Hundreds of students at the private Notre Dame University, where Chidiac teaches journalism, and at other university campuses began the protests. They had been called by student groups representing Christian and Muslim political factions opposed to Syria.
The students demanded that the Syrian security system be rooted out, and said that system was responsible for the bombings.
''Let us immediately act to confront this terrorist monster, and finish off the remnants of the security system," the students said in a statement, referring to forces whom Syria and its Lebanese allies have long used to control the country.
Yesterday afternoon, politicians and journalists joined about 4,000 students on a seaside square in central Beirut for a moment of silence and a prayer for Chidiac's recovery.
Flanking a bullet-scarred statue, a symbol of Lebanon's quest for independence, many waved Lebanese flags as well as those of Christian groups such as the Phalange Party and the Lebanese Forces, as well as the Democratic Left movement.
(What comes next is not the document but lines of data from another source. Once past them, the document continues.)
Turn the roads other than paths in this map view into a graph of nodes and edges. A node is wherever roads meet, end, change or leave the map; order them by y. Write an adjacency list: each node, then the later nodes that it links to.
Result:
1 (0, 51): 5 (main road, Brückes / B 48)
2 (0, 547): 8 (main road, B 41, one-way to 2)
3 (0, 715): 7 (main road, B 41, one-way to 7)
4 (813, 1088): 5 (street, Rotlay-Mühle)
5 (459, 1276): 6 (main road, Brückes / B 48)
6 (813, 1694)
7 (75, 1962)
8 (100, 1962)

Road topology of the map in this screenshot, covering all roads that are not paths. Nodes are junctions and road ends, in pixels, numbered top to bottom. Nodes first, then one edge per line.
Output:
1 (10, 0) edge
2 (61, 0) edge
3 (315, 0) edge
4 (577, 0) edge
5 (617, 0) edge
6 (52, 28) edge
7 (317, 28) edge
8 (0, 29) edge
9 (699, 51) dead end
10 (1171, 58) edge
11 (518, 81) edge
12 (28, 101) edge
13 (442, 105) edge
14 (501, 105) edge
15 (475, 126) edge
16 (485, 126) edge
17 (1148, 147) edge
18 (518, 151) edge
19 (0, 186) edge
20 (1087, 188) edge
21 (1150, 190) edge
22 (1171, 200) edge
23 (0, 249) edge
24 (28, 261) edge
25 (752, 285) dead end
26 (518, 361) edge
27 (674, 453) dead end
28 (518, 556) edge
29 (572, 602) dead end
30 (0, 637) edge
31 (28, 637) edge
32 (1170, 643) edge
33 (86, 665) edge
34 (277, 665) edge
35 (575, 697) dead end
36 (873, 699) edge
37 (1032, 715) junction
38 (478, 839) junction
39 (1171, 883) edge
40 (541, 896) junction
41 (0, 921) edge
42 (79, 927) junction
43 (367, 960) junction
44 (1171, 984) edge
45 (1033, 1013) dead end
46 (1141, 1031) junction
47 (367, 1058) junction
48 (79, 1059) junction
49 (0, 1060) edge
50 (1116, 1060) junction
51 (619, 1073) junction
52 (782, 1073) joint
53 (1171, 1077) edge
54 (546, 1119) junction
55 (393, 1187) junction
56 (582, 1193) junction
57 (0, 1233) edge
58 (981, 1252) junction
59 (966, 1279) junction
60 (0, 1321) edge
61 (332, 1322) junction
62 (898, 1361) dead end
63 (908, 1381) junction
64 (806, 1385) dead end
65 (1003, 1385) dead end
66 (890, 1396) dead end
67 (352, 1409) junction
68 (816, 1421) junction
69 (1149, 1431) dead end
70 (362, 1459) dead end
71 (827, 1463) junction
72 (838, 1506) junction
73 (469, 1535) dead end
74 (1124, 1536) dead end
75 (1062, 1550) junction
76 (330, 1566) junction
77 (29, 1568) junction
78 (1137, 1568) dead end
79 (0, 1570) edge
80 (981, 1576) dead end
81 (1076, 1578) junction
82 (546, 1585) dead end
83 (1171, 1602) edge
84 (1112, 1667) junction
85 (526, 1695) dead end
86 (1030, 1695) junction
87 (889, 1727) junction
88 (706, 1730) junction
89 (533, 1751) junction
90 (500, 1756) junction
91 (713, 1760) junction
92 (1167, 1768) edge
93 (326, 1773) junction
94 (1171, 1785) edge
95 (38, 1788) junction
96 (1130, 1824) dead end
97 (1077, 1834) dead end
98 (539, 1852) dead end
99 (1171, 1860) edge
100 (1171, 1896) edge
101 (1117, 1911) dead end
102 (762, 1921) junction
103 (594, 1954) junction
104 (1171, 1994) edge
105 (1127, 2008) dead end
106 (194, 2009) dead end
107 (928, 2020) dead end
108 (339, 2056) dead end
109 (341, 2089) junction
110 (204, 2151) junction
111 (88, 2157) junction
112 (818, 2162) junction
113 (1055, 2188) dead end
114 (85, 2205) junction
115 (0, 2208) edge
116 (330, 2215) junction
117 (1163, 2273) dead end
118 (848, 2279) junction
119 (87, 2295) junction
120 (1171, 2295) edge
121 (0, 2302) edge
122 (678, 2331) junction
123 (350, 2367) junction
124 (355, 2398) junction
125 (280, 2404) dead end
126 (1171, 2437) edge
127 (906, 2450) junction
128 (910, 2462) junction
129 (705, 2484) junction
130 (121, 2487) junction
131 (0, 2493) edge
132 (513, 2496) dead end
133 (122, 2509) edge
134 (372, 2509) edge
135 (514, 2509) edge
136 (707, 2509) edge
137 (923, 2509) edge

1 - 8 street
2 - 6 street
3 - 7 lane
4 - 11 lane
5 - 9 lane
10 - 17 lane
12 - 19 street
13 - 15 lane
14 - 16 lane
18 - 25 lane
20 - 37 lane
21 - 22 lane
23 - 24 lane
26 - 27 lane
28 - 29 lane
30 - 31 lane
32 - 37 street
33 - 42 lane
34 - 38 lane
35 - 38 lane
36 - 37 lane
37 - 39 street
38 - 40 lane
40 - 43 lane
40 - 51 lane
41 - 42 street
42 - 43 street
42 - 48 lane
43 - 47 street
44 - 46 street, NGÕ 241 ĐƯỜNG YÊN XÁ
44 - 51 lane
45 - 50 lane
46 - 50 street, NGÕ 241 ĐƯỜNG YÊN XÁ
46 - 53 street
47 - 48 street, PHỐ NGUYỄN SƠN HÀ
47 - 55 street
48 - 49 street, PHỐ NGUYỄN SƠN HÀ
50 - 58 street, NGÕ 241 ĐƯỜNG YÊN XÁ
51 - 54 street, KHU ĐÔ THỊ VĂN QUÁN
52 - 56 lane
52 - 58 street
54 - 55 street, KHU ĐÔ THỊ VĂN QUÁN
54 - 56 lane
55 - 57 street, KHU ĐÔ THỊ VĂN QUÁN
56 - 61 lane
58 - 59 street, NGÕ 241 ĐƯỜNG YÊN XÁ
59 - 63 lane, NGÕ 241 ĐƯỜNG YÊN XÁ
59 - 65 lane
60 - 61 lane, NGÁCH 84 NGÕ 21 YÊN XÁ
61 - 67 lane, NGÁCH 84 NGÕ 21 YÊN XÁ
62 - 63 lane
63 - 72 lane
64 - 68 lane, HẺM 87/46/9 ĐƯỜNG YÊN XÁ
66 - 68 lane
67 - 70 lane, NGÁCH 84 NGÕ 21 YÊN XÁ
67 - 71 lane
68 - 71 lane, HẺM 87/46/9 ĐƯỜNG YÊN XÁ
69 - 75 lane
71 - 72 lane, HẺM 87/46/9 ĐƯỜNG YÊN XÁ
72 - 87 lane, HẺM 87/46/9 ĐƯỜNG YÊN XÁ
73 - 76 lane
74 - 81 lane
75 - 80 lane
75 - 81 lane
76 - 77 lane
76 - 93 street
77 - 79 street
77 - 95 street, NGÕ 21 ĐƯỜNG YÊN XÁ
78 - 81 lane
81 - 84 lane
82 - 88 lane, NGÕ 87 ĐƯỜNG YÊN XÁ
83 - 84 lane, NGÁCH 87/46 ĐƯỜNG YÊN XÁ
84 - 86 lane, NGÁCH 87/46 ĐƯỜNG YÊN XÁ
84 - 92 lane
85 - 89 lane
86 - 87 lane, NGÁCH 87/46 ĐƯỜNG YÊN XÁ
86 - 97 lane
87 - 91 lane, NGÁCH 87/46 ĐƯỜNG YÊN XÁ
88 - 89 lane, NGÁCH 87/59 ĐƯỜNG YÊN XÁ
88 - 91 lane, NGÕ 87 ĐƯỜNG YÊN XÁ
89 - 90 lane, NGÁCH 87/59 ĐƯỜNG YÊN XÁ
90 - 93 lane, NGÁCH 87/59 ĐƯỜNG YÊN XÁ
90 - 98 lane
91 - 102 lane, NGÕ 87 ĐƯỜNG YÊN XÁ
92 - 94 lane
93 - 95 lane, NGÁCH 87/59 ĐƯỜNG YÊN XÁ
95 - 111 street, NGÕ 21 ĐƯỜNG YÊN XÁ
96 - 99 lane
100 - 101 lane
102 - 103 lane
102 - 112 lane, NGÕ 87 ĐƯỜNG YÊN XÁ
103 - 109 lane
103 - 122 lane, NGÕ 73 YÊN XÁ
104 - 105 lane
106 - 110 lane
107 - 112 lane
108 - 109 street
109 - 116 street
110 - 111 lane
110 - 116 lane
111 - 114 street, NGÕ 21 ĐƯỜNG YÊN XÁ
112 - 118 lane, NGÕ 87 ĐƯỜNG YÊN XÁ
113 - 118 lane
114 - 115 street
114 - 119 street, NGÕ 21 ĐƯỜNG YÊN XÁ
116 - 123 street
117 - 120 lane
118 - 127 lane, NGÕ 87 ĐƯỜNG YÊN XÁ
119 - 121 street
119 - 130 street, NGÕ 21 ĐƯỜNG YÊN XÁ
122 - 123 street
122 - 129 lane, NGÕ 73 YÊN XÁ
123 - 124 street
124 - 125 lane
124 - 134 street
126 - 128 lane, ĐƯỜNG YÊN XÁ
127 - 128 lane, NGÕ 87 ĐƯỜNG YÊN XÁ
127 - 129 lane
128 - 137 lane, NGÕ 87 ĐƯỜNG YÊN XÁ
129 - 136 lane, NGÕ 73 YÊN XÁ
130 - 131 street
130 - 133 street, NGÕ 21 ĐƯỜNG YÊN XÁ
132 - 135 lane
A man carrying a sign reading ''Enough" along with a symbol of the cross and the Koran, Islam's holy book.
About 50 veiled Shi'ite Muslim female students from Hezbollah, a pro-Syrian group, joined the protest in solidarity. Some carried pictures of Chidiac.
''We will confront the terrorism with the weapons of national unity and we will confront the criminals with a peaceful, political revolution," Daniel Spiro, a student leader from the Lebanese Forces, a Christian group, told the crowd.
The Lebanese are awaiting the findings of a UN investigation into the murder of Hariri. That could implicate Syria and some of its allies in Lebanon, raising fears of more violence as the inquiry nears its conclusion in late October.
The chairman of Chidiac's broadcasting network, Pierre Daher, said the station would not be cowed by the attack and criticized the government's failure to halt the wave of bombings.
Sabei, the interior minister, acknowledged the government was finding it difficult to break the chain of attacks.
''We are facing some kind of phantom, a certain person or party, who are professionals and who have hatched a terrorist plot and are carrying it out," he said.